> Problem: The job is to find each line in the entries holding the string "Ventura" and copy that line.

> Data to use:
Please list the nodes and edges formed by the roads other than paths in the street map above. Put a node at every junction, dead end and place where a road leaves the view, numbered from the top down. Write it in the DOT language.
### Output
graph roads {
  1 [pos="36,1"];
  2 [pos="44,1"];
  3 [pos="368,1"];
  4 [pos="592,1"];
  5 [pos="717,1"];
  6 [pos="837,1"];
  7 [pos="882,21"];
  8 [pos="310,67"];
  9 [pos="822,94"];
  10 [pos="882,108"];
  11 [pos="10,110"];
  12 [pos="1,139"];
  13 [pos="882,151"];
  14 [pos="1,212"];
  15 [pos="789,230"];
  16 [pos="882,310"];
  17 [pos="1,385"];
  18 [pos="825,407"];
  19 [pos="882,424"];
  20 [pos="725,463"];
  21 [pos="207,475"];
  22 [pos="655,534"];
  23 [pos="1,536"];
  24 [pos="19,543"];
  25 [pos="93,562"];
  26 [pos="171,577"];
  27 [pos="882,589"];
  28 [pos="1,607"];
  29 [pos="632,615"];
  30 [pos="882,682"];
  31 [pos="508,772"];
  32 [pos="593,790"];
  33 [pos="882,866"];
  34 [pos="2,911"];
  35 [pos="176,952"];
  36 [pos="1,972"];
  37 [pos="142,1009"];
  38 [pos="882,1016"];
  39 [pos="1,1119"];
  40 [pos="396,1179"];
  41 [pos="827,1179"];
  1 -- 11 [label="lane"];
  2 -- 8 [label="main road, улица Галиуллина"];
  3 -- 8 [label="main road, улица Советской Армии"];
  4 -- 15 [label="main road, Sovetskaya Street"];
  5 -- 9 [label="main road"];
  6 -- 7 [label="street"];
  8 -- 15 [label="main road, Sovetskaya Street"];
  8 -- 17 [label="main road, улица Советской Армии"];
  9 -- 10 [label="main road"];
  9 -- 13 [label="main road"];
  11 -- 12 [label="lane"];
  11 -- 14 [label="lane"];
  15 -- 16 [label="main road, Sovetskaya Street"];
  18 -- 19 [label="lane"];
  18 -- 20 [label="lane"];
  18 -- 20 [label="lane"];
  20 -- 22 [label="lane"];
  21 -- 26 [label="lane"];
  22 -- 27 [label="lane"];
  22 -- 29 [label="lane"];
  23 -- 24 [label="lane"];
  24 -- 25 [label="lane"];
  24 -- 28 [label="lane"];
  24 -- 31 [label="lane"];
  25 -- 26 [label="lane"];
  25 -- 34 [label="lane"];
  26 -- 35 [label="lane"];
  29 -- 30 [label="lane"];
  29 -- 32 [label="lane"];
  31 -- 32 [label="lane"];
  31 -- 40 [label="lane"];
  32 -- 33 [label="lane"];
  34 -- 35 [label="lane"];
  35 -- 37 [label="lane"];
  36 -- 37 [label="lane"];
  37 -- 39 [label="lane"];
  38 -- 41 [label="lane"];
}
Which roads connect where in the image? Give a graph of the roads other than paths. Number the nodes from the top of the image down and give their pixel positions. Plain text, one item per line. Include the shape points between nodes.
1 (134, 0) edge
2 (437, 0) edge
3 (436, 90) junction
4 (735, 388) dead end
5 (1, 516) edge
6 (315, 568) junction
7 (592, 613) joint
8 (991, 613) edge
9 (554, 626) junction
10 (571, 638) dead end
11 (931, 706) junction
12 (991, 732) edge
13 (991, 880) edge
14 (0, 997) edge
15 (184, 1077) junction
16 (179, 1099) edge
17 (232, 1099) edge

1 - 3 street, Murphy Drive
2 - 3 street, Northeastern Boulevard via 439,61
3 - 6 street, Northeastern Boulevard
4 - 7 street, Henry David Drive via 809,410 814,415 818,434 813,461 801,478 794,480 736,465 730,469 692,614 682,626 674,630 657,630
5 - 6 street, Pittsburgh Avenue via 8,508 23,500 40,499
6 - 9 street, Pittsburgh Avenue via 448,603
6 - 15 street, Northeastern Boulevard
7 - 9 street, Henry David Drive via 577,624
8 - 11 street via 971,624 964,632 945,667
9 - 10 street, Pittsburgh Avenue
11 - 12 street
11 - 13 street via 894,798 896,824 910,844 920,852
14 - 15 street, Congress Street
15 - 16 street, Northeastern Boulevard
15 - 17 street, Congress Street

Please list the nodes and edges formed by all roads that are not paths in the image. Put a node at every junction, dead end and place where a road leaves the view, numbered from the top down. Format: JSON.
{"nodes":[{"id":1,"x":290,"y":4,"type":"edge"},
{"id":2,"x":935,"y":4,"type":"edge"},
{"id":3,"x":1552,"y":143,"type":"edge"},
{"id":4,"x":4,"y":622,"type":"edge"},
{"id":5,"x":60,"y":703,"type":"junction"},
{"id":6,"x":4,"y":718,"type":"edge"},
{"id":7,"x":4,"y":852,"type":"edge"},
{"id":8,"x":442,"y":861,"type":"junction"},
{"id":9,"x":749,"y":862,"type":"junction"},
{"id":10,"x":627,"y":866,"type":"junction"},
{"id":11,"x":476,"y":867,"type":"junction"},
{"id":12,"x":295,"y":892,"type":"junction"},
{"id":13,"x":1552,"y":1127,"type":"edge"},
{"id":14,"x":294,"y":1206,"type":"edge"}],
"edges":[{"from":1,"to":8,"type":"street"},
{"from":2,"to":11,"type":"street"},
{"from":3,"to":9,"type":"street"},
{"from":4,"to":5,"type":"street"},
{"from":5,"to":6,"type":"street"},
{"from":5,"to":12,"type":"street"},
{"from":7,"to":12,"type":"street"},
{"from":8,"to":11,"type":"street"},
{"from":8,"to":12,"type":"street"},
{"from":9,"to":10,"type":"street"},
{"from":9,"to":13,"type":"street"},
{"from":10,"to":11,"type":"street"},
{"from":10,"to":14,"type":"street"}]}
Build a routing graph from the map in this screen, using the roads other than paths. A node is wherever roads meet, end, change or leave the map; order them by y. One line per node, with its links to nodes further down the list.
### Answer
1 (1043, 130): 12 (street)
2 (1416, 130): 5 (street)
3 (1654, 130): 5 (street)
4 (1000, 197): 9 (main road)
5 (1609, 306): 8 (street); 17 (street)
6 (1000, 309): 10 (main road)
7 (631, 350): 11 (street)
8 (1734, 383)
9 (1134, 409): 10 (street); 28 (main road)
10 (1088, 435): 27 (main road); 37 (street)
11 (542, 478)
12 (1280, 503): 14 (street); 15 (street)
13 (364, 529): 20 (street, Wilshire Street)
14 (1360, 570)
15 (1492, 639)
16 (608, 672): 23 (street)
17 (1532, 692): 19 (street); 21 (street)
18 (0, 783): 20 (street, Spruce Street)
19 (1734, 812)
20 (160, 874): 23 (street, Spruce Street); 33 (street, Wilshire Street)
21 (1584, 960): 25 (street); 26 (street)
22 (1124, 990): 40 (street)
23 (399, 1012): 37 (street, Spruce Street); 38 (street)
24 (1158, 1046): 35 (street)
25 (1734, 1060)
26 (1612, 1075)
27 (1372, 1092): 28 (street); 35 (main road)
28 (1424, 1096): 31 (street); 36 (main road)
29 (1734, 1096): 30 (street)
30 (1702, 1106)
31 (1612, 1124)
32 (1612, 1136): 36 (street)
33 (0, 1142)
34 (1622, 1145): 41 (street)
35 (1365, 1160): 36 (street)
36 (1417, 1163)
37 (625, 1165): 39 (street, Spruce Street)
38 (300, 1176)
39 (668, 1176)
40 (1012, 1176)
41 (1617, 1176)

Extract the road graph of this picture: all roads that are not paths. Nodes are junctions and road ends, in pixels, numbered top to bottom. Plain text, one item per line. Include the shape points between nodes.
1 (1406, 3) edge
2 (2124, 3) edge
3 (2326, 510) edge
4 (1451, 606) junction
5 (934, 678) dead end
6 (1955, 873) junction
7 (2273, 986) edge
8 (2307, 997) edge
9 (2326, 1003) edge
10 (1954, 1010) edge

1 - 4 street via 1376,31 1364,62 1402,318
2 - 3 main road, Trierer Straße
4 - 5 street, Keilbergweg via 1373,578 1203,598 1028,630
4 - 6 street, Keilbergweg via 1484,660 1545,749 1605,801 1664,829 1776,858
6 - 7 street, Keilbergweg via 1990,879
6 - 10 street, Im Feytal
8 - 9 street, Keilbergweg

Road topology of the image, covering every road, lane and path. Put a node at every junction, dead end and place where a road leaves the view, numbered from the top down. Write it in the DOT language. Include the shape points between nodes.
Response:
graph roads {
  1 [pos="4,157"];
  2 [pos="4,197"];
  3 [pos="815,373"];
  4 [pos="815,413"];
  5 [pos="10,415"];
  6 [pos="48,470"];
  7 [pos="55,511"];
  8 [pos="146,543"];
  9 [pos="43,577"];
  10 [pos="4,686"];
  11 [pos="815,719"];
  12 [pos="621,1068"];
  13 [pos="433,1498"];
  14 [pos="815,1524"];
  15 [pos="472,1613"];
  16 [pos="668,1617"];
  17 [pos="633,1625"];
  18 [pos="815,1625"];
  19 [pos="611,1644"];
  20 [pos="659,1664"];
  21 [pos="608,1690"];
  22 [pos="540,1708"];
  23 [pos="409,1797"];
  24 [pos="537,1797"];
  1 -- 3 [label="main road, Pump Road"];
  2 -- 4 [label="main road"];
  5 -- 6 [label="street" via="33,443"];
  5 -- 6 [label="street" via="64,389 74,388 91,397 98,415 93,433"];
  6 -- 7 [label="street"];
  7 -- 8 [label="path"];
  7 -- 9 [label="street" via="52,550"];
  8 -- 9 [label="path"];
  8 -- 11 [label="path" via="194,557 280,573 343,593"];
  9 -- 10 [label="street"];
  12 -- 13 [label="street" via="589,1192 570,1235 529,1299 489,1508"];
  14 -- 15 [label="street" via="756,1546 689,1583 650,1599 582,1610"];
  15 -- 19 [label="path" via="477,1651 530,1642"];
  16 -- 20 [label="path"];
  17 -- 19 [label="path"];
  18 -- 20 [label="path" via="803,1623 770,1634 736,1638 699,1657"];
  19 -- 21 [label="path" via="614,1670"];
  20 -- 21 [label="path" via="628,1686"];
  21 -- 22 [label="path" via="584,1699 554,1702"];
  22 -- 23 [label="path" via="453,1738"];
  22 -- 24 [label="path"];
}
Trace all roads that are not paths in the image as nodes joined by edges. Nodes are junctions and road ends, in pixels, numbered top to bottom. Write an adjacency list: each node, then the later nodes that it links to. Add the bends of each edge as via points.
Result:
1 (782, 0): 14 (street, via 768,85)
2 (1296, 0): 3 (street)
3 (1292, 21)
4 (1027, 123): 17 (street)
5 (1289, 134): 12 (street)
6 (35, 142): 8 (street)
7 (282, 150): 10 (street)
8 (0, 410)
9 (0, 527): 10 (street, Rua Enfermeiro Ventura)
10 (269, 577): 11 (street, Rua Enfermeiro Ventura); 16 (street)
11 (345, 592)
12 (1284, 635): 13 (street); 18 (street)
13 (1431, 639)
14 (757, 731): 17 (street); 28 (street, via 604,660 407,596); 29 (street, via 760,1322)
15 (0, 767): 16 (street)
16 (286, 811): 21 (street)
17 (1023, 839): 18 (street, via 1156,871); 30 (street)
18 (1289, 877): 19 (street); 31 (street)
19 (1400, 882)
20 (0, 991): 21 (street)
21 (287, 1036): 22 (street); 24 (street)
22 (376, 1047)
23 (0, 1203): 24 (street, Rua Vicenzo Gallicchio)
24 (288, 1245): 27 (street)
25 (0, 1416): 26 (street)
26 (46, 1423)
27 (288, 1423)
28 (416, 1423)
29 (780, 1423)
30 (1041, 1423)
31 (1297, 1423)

> Answer for this exercise:
9 (0, 527): 10 (street, Rua Enfermeiro Ventura)
10 (269, 577): 11 (street, Rua Enfermeiro Ventura); 16 (street)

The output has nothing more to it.